Regarding voyeurism, I assume you, like me, would rather have the real thing. But what about storyeurism? Seeking to derive gratification and fulfillment from the stories of others, real and pretend.

More and more of the culture is giving themselves over to basic survival…spending the majority of their time merely performing routine functions and putting in their time, looking ahead to the evenings or weekends or even lunch breaks where they can voyeuristically participate in stories.

Remember this TV clip from Wild World of Sports that includes the classic “The thrill of victory…and the agony of defeat.”

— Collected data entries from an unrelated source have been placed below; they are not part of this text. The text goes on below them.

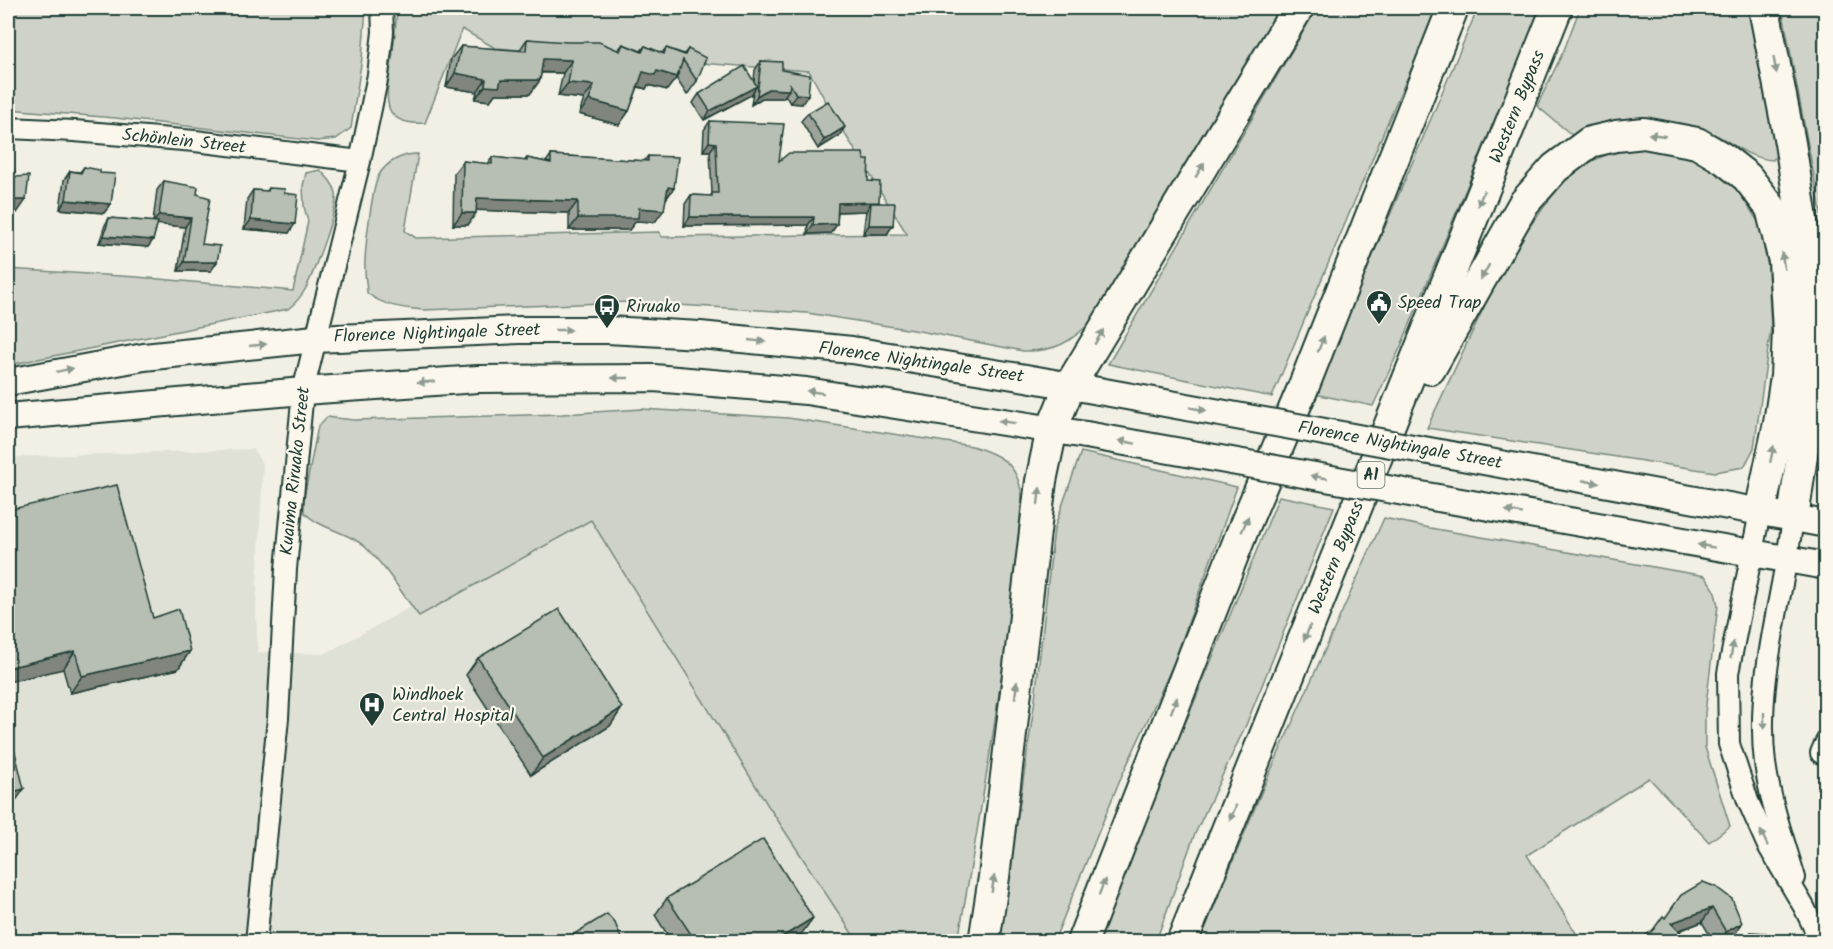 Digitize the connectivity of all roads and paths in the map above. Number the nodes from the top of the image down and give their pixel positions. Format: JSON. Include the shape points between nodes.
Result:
{"nodes":[{"id":1,"x":382,"y":8,"type":"edge"},
{"id":2,"x":1298,"y":8,"type":"edge"},
{"id":3,"x":1453,"y":8,"type":"edge"},
{"id":4,"x":1557,"y":8,"type":"edge"},
{"id":5,"x":1764,"y":8,"type":"edge"},
{"id":6,"x":8,"y":129,"type":"edge"},
{"id":7,"x":360,"y":161,"type":"junction"},
{"id":8,"x":315,"y":339,"type":"junction"},
{"id":9,"x":8,"y":382,"type":"edge"},
{"id":10,"x":1069,"y":387,"type":"junction"},
{"id":11,"x":303,"y":391,"type":"junction"},
{"id":12,"x":8,"y":417,"type":"edge"},
{"id":13,"x":1052,"y":429,"type":"junction"},
{"id":14,"x":1374,"y":468,"type":"junction"},
{"id":15,"x":1760,"y":512,"type":"junction"},
{"id":16,"x":1793,"y":518,"type":"junction"},
{"id":17,"x":1826,"y":524,"type":"edge"},
{"id":18,"x":1750,"y":554,"type":"junction"},
{"id":19,"x":1788,"y":560,"type":"junction"},
{"id":20,"x":1826,"y":566,"type":"edge"},
{"id":21,"x":1804,"y":907,"type":"junction"},
{"id":22,"x":256,"y":942,"type":"edge"},
{"id":23,"x":984,"y":942,"type":"edge"},
{"id":24,"x":1082,"y":942,"type":"edge"},
{"id":25,"x":1182,"y":942,"type":"edge"},
{"id":26,"x":1821,"y":942,"type":"edge"}],
"edges":[{"from":1,"to":7,"type":"street","name":"Kuaima Riruako Street","via":[[378,75]]},
{"from":10,"to":2,"type":"highway","one_way":true},
{"from":24,"to":3,"type":"highway","one_way":true},
{"from":4,"to":14,"type":"highway","name":"Western Bypass","number":"A1","one_way":true},
{"from":5,"to":16,"type":"highway","one_way":true,"via":[[1790,143],[1812,298],[1811,393]]},
{"from":6,"to":7,"type":"street","name":"Schönlein Street","via":[[195,141]]},
{"from":7,"to":8,"type":"street","name":"Kuaima Riruako Street"},
{"from":9,"to":8,"type":"main road","name":"Florence Nightingale Street","one_way":true,"via":[[144,357]]},
{"from":8,"to":10,"type":"main road","name":"Florence Nightingale Street","one_way":true,"via":[[520,330],[700,335],[852,350]]},
{"from":8,"to":11,"type":"street","name":"Kuaima Riruako Street"},
{"from":10,"to":13,"type":"highway"},
{"from":10,"to":15,"type":"main road","name":"Florence Nightingale Street","one_way":true,"bridge":true},
{"from":11,"to":12,"type":"main road"},
{"from":13,"to":11,"type":"main road","one_way":true,"via":[[806,391],[654,378],[478,379]]},
{"from":11,"to":22,"type":"street","name":"Kuaima Riruako Street"},
{"from":18,"to":13,"type":"main road","one_way":true,"bridge":true},
{"from":23,"to":13,"type":"highway","one_way":true,"via":[[1041,481]]},
{"from":15,"to":14,"type":"highway","one_way":true,"via":[[1779,423],[1788,331],[1784,261],[1771,208],[1747,177],[1697,143],[1644,134],[1590,142],[1555,168],[1524,204]]},
{"from":14,"to":25,"type":"highway","name":"Western Bypass","number":"A1","one_way":true},
{"from":15,"to":16,"type":"main road","name":"Florence Nightingale Street"},
{"from":15,"to":18,"type":"street"},
{"from":16,"to":17,"type":"main road","name":"Florence Nightingale Street"},
{"from":16,"to":19,"type":"street"},
{"from":18,"to":19,"type":"main road"},
{"from":21,"to":18,"type":"street","one_way":true,"via":[[1767,844],[1729,744],[1728,673]]},
{"from":19,"to":20,"type":"main road"},
{"from":19,"to":21,"type":"street","one_way":true,"via":[[1764,694],[1765,762]]},
{"from":21,"to":26,"type":"street"}]}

We crave both the thrill of victory and the agony of defeat. We were bred for it, created for it. And we ALL…seek out and engage in it. Assess yourself and chances are you engage in it daily. Possibly for hours. But how much is as a spectator to others experiencing victory and defeat, and how much as an actual participant yourself?

If the majority of your engagement is as a spectator, are you OK with that? Though it’s the cultural norm, does it seem best and healthiest? Is it working for you? Is your story inspiring others to worthy pursuits?

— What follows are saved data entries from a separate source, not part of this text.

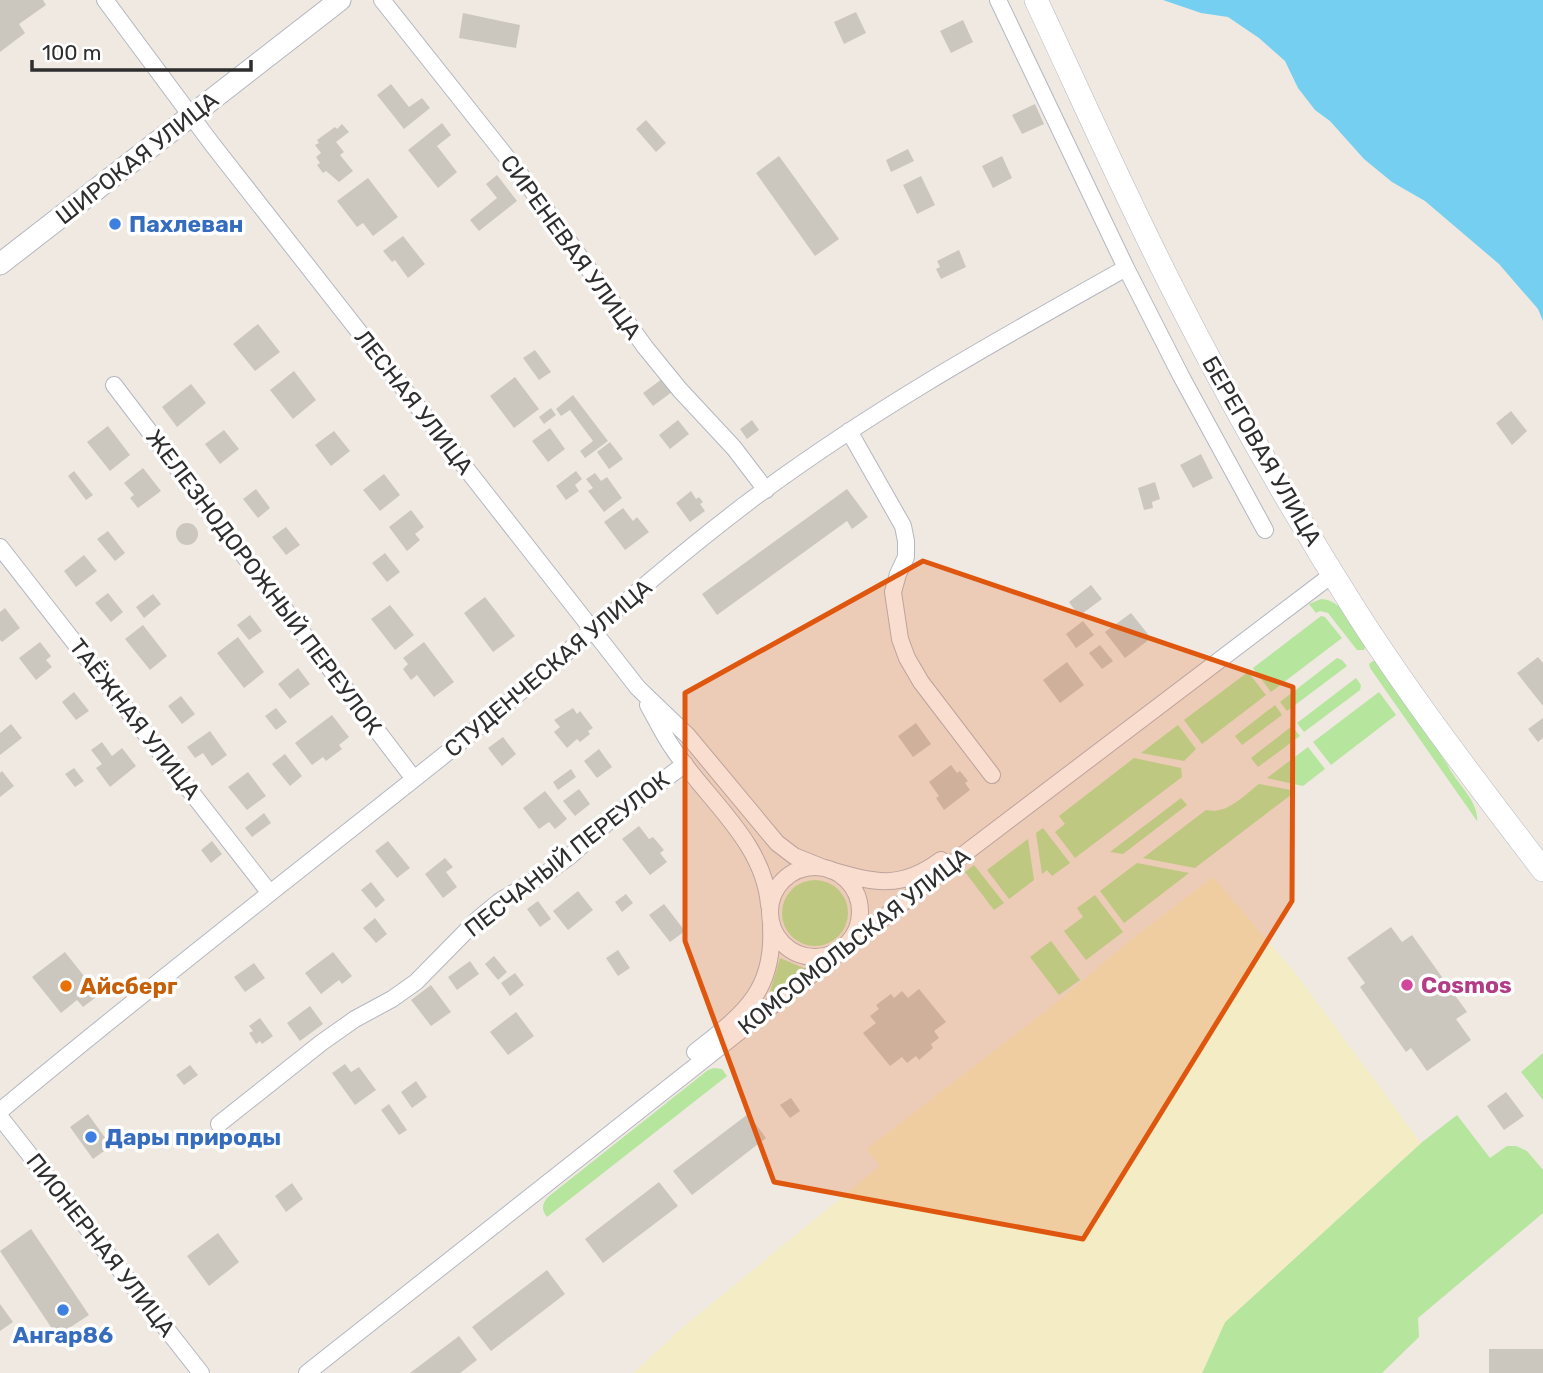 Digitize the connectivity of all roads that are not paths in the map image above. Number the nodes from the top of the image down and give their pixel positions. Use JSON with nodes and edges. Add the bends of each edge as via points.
{"nodes":[{"id":1,"x":105,"y":0,"type":"edge"},
{"id":2,"x":340,"y":0,"type":"edge"},
{"id":3,"x":382,"y":0,"type":"edge"},
{"id":4,"x":998,"y":0,"type":"edge"},
{"id":5,"x":1036,"y":0,"type":"edge"},
{"id":6,"x":1052,"y":0,"type":"edge"},
{"id":7,"x":190,"y":116,"type":"junction"},
{"id":8,"x":0,"y":264,"type":"edge"},
{"id":9,"x":1126,"y":268,"type":"junction"},
{"id":10,"x":114,"y":384,"type":"dead end"},
{"id":11,"x":849,"y":431,"type":"junction"},
{"id":12,"x":766,"y":490,"type":"junction"},
{"id":13,"x":1265,"y":530,"type":"dead end"},
{"id":14,"x":0,"y":547,"type":"edge"},
{"id":15,"x":1339,"y":570,"type":"junction"},
{"id":16,"x":592,"y":629,"type":"junction"},
{"id":17,"x":638,"y":688,"type":"junction"},
{"id":18,"x":685,"y":764,"type":"junction"},
{"id":19,"x":1081,"y":764,"type":"junction"},
{"id":20,"x":992,"y":775,"type":"dead end"},
{"id":21,"x":414,"y":779,"type":"junction"},
{"id":22,"x":1543,"y":846,"type":"edge"},
{"id":23,"x":827,"y":869,"type":"junction"},
{"id":24,"x":1543,"y":870,"type":"edge"},
{"id":25,"x":269,"y":892,"type":"junction"},
{"id":26,"x":770,"y":916,"type":"junction"},
{"id":27,"x":844,"y":947,"type":"junction"},
{"id":28,"x":0,"y":1111,"type":"edge"},
{"id":29,"x":0,"y":1117,"type":"edge"},
{"id":30,"x":626,"y":1120,"type":"junction"},
{"id":31,"x":219,"y":1124,"type":"dead end"},
{"id":32,"x":201,"y":1373,"type":"edge"},
{"id":33,"x":307,"y":1373,"type":"edge"}],
"edges":[{"from":1,"to":7,"type":"street","name":"ЛЕСНАЯ УЛИЦА"},
{"from":2,"to":7,"type":"street","name":"ШИРОКАЯ УЛИЦА"},
{"from":3,"to":12,"type":"street","name":"СИРЕНЕВАЯ УЛИЦА","via":[[520,174],[645,347]]},
{"from":4,"to":9,"type":"street"},
{"from":5,"to":15,"type":"main road","name":"БЕРЕГОВАЯ УЛИЦА","via":[[1200,343],[1248,429]]},
{"from":6,"to":15,"type":"main road","name":"БЕРЕГОВАЯ УЛИЦА","via":[[1208,326]]},
{"from":7,"to":8,"type":"street","name":"ШИРОКАЯ УЛИЦА"},
{"from":7,"to":16,"type":"street","name":"ЛЕСНАЯ УЛИЦА"},
{"from":9,"to":11,"type":"street","name":"СТУДЕНЧЕСКАЯ УЛИЦА","via":[[968,356]]},
{"from":9,"to":13,"type":"street"},
{"from":10,"to":21,"type":"street","name":"ЖЕЛЕЗНОДОРОЖНЫЙ ПЕРЕУЛОК"},
{"from":11,"to":12,"type":"street","name":"СТУДЕНЧЕСКАЯ УЛИЦА"},
{"from":11,"to":20,"type":"street","via":[[905,533],[906,557],[893,592],[906,658]]},
{"from":12,"to":16,"type":"street","name":"СТУДЕНЧЕСКАЯ УЛИЦА"},
{"from":14,"to":25,"type":"street","name":"ТАЁЖНАЯ УЛИЦА"},
{"from":15,"to":19,"type":"street","name":"КОМСОМОЛЬСКАЯ УЛИЦА"},
{"from":15,"to":22,"type":"main road","name":"БЕРЕГОВАЯ УЛИЦА"},
{"from":15,"to":24,"type":"main road","name":"БЕРЕГОВАЯ УЛИЦА","via":[[1408,689]]},
{"from":16,"to":17,"type":"street","name":"ЛЕСНАЯ УЛИЦА"},
{"from":16,"to":21,"type":"street","name":"СТУДЕНЧЕСКАЯ УЛИЦА"},
{"from":17,"to":18,"type":"street","name":"ЛЕСНАЯ УЛИЦА"},
{"from":17,"to":23,"type":"street","name":"ЛЕСНАЯ УЛИЦА","via":[[688,736],[778,843],[794,856]]},
{"from":18,"to":26,"type":"street","name":"ЛЕСНАЯ УЛИЦА","via":[[759,863],[767,884]]},
{"from":18,"to":31,"type":"street","name":"ПЕСЧАНЫЙ ПЕРЕУЛОК","via":[[559,864],[500,901],[416,982],[329,1037]]},
{"from":19,"to":23,"type":"street","name":"КОМСОМОЛЬСКАЯ УЛИЦА","via":[[1012,806],[913,877],[874,882]]},
{"from":19,"to":27,"type":"street","name":"КОМСОМОЛЬСКАЯ УЛИЦА"},
{"from":21,"to":25,"type":"street","name":"СТУДЕНЧЕСКАЯ УЛИЦА"},
{"from":23,"to":26,"type":"street","via":[[803,869],[785,879],[774,894]]},
{"from":23,"to":27,"type":"street","via":[[850,883],[859,902],[858,926]]},
{"from":25,"to":28,"type":"street","name":"СТУДЕНЧЕСКАЯ УЛИЦА"},
{"from":26,"to":27,"type":"street","via":[[779,939],[798,954],[818,958]]},
{"from":26,"to":30,"type":"street","name":"КОМСОМОЛЬСКАЯ УЛИЦА","via":[[769,969],[755,998],[669,1074]]},
{"from":27,"to":30,"type":"street","name":"КОМСОМОЛЬСКАЯ УЛИЦА"},
{"from":29,"to":32,"type":"street","name":"ПИОНЕРНАЯ УЛИЦА"},
{"from":30,"to":33,"type":"street","name":"КОМСОМОЛЬСКАЯ УЛИЦА"}]}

Want the secret recipe for writing a great story? Want the easy, can’t miss pill that will make it happen without you having to figure it out? Here it is:

Commit yourself to a worthy cause at such a great degree that for all sakes and purposes…you are seemingly incapable of achieving the goal or fulfilling the task. The story…will write itself. More on that in the next blog.

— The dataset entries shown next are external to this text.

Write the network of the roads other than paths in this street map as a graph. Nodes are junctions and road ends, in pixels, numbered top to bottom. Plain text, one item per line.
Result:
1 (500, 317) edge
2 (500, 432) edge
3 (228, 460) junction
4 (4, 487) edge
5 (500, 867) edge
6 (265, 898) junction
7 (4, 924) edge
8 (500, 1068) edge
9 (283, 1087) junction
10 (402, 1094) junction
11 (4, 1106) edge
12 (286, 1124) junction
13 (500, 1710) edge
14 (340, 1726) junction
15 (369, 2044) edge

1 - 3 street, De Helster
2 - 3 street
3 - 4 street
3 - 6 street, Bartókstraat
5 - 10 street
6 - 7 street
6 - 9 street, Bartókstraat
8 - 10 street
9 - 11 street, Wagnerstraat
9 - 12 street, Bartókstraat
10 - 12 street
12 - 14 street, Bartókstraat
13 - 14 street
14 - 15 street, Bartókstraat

Where do you find yourself today? Participating in stories, or spectating?

Photo by: Kokhanchikov
  • Jack Lynady

    I thought u could never top the “amorous” post but alas I was wrong. Now, u have expanded my tawdry literacy once again with “voyeurism”. I think I am starting to understand why u have 7 children. LOL.

    • Kevin Miller

      ‘Tawdry literacy’. I never set out to be in that category, but if the shoe fits…

  • Michelle

    In your list of things that people use to expose themselves to story, you forgot Facebook.
    Facebook: the new daytime TV drama. Without the TV.
    I find myself both spectating and participating, moving toward more participating. God is opening up doors and connections that I never had even thought of, three years ago. Life is busy. But… exciting!

    • Kevin Miller

      Good point Michelle…social media. Thanks. I’m adding that!

      • Michelle

        Anytime. :)

  • Christopher Paine

    Interesting you should post this, Kevin – I just finished ‘In A Pit, With A Lion, On a Snowy Day’, and started ‘A Million Miles in A Thousand Years’ and noticed the same comment Miller made about wanting to live a better story.

    I think I first became aware of this in myself last year (before joining FAA, but thinking about it), when I was taking a beginner ballroom dancing class, and someone at work asked me if I watched ‘Dancing With the Stars’, and I said “no, at this point in my life, I want to actually be doing the dancing (hiking, running, dating, etc.), not just watching it.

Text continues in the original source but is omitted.